Fuel and food subsidies create powder keg in North Africa and Middle East

Region's traditional recipe for social peace backfires in Sudan, a development that may spread to countries with large poor populations.

Critics of blanket subsidies say they benefit the wealthy more than the poor – like this mother of a malnourished child in Darfur – diverting public funds from health, education and welfare. Albert Gonzales / EPA
Powered by automated translation

KHARTOUM // Sudan’s deadly street riots, provoked by a near-doubling of fuel prices, highlight a problem that has become critical across North Africa and parts of Middle East: the subsidies that for decades have kept down the cost of basic needs for societies where poverty is rife.

They pose a growing challenge to governments in the region, particularly in the aftermath of the Arab Spring uprisings. Fuel and food subsidies have become increasingly unaffordable, taking huge bites out of national budgets, and international lenders want to see such spending scaled back, but governments fear violent backlash.

The elimination of Sudan’s fuel subsidies last week hiked the price of such basics as bread, cooking gas and bus fares. The result was the worst unrest in Khartoum in two decades, with a harsh government response and dozens reported killed.

Many Sudanese worry that their livelihood won’t survive without subsidies.

A widowed mother of seven who sells tea and home-made custard on the streets of Khartoum said she has switched from cooking with gas to coal, but that overall “life has become unbearable”.

Another vendor who had laid out colourful rings and necklaces on a pavement said his main challenge now was paying for transport, school fees and sandwiches for his three children. “There was nothing like this before,” he said, glancing nervously at a bank guard nearby.

Critics say the government has mismanaged the economy, using up resources during an oil boom while investing little in education, hospitals or agriculture. Sudan took a further hit with the secession of oil-rich South Sudan in 2011 while fighting rebels on three fronts. Faced with empty coffers and spiralling inflation, the government was finally forced to hit subsidies.

The case of Sudan, a country with one of the world’s poorest populations, is perhaps extreme. But the problem is widespread.

In 2011, half the world’s pre-tax energy subsidies, or US$240 billion (Dh880.8bn), were spent in the region’s 19 countries, according to the International Monetary Fund.
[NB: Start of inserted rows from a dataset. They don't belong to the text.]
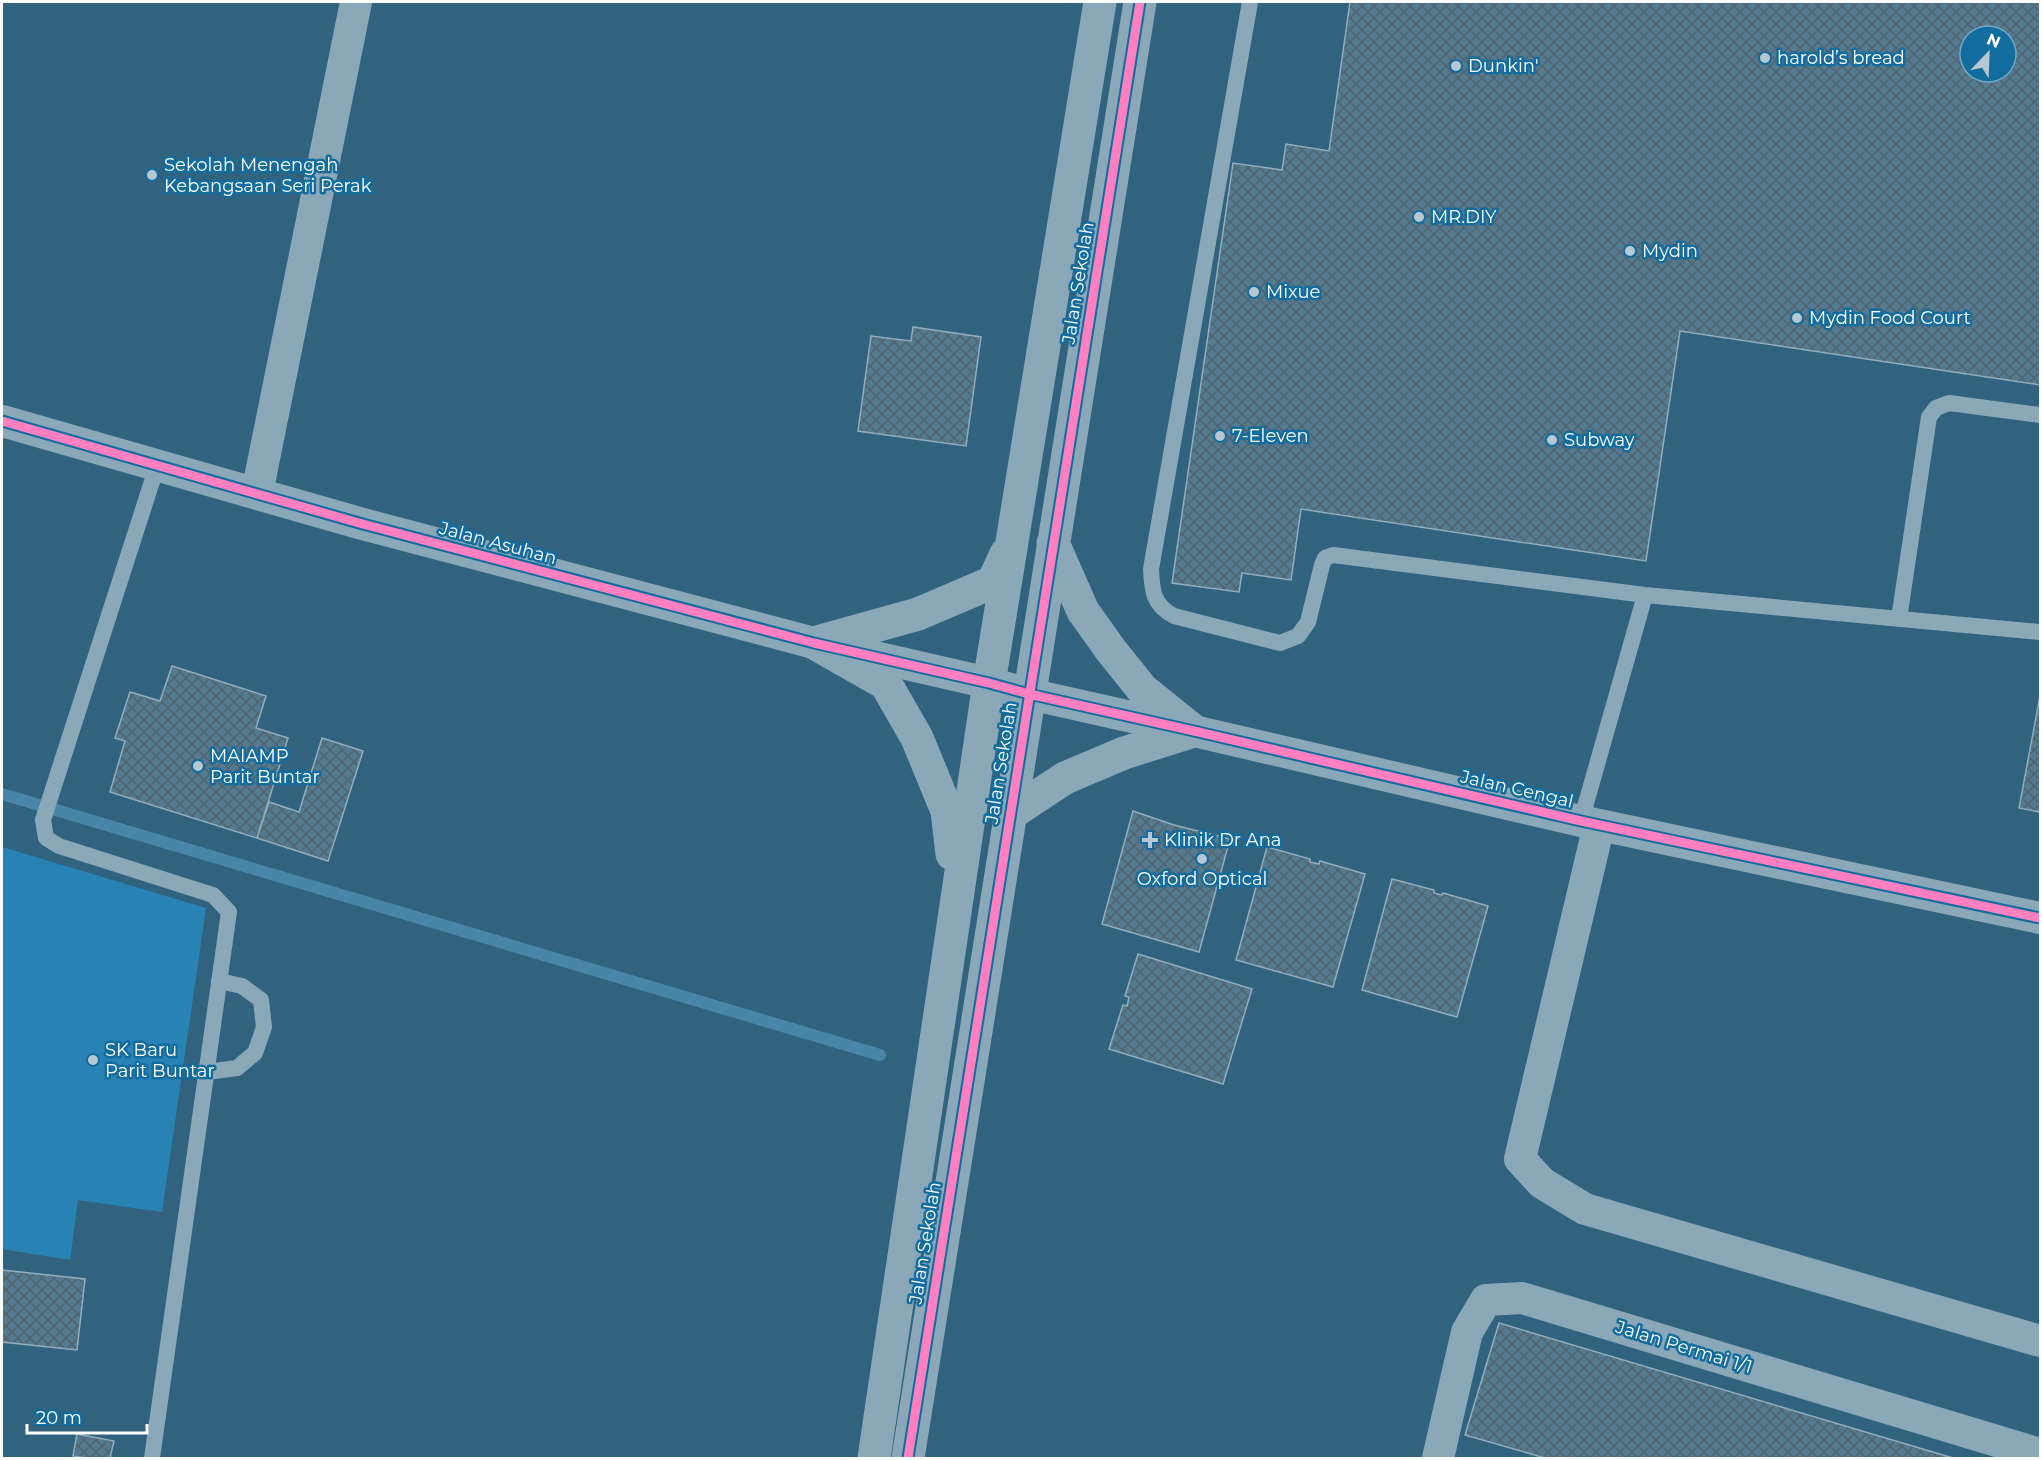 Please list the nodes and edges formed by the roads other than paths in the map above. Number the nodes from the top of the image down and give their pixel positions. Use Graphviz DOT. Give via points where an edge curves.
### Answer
graph roads {
  1 [pos="356,2"];
  2 [pos="1100,2"];
  3 [pos="1140,2"];
  4 [pos="1250,2"];
  5 [pos="2040,415"];
  6 [pos="2,421"];
  7 [pos="157,466"];
  8 [pos="257,493"];
  9 [pos="1012,542"];
  10 [pos="1053,543"];
  11 [pos="1645,595"];
  12 [pos="1899,619"];
  13 [pos="2040,632"];
  14 [pos="814,643"];
  15 [pos="989,683"];
  16 [pos="1029,694"];
  17 [pos="1194,731"];
  18 [pos="1010,814"];
  19 [pos="1590,823"];
  20 [pos="957,900"];
  21 [pos="2040,918"];
  22 [pos="219,981"];
  23 [pos="207,1072"];
  24 [pos="2040,1341"];
  25 [pos="2040,1454"];
  26 [pos="152,1458"];
  27 [pos="874,1458"];
  28 [pos="908,1458"];
  29 [pos="1438,1458"];
  1 -- 8 [label="street"];
  2 -- 9 [label="street, Jalan Sekolah"];
  3 -- 10 [label="street, Jalan Sekolah"];
  4 -- 11 [label="lane" via="1151,569 1152,590 1162,609 1174,616 1280,643 1298,636 1308,622 1322,565 1325,558 1333,555"];
  5 -- 12 [label="lane" via="1949,403 1936,408 1929,417"];
  6 -- 7 [label="street, Jalan Asuhan"];
  7 -- 8 [label="street, Jalan Asuhan"];
  7 -- 22 [label="lane" via="43,820 46,838 58,846 213,895 229,912"];
  8 -- 14 [label="street, Jalan Asuhan"];
  9 -- 14 [label="street" via="993,582 918,614"];
  9 -- 15 [label="street, Jalan Sekolah"];
  10 -- 16 [label="street, Jalan Sekolah"];
  10 -- 17 [label="street" via="1083,611 1110,649 1142,689"];
  11 -- 12 [label="lane"];
  11 -- 19 [label="lane"];
  12 -- 13 [label="lane"];
  14 -- 15 [label="street, Jalan Asuhan"];
  14 -- 20 [label="street" via="886,684 917,738 947,811"];
  15 -- 16 [label="street, Jalan Cengal"];
  15 -- 20 [label="street, Jalan Sekolah"];
  16 -- 17 [label="street, Jalan Cengal"];
  16 -- 18 [label="street, Jalan Sekolah"];
  17 -- 18 [label="street" via="1124,753 1065,778"];
  17 -- 19 [label="street, Jalan Cengal"];
  18 -- 28 [label="street, Jalan Sekolah"];
  19 -- 21 [label="street, Jalan Cengal"];
  19 -- 24 [label="street" via="1520,1159 1542,1183 1585,1209"];
  20 -- 27 [label="street, Jalan Sekolah"];
  22 -- 23 [label="lane"];
  22 -- 23 [label="lane" via="242,986 261,1000 264,1027 255,1053 237,1068"];
  23 -- 26 [label="lane"];
  25 -- 29 [label="street, Jalan Permai 1/1" via="1522,1298 1486,1300 1467,1332"];
}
Subsidies gobble up one-third of Egypt’s $84.5bn budget, according to domestic figures, and the IMF says the Arab world’s most populous country spends three times as much on energy subsidies as on education.

“Across the Arab world, there is increased addiction to these subsidies,” said Farah Halime, the editor of the regional blog Rebel Economy. “It’s very difficult to tell a nation that we are going to take these away, even if it means that it will benefit the people who really need it.”

Big subsidies were long a part of the Arab world’s social contract, buying social peace in the absence of political freedom and economic opportunity.

But job creation lagged far behind population growth and helped drive the protests that erupted in 2011, toppling rulers in Tunisia, Egypt, Libya and Yemen and igniting civil war in Syria.

Many hopes have since been dashed, particularly those for jobs and economic reform.

In Egypt, neither President Mohammed Morsi of the Muslim Brotherhood, elected in 2012, nor the military that toppled him a year later, has tackled the subsidies, seen as a major obstacle to economic recovery.

Critics say blanket subsidies benefit the wealthy more than the poor, divert public funds from health, education and welfare and encourage overconsumption and corruption. Subsidised food is often traded on the black market or wasted.

Reformers say subsidy cuts should be coupled with targeted support for the poor and warn that without such a buffer, poverty could increase sharply.

For example, Egypt’s official poverty rate of 25 per cent of the country’s 85 million people could rise to 34 per cent without food subsidies, according to a study by the World Food Programme and the International Food Policy Research Institute. And some non-governmental estimates put the number of poor already at 40 per cent or more.

Aida Mohamed, 42, a widow who earns $115 a month as a postal worker, said she depends on subsidised rice, cooking oil and sugar to make ends meet, because she already spends $20 on rent and $72 on market-price food.

The economies of the region’s richer oil-exporting countries in the Gulf are also distorted by subsidies, though they face less urgency than the poorer oil-importing countries to cut spending.

Jordan, Morocco and other oil importers have begun trimming subsidies.

Last year, defying unusually violent protests, Jordan eliminated virtually all fuel and gas subsidies, switching to cash payments to the neediest. Flour, animal feed, water and electricity are still being subsidised, but the government is considering cuts there as well.

In Sudan, a country of 38 million people, the government had been promising since January to increase minimum wage and public sector salaries. After last week’s riots it announced one-time aid payments of $21 each to 500,000 families and said it would make good on the promised salary hikes.

The cuts, said Abdel Rahman Al Khidri, the governor of the Khartoum district, were “bitter medicine needed for treatment and recovery”.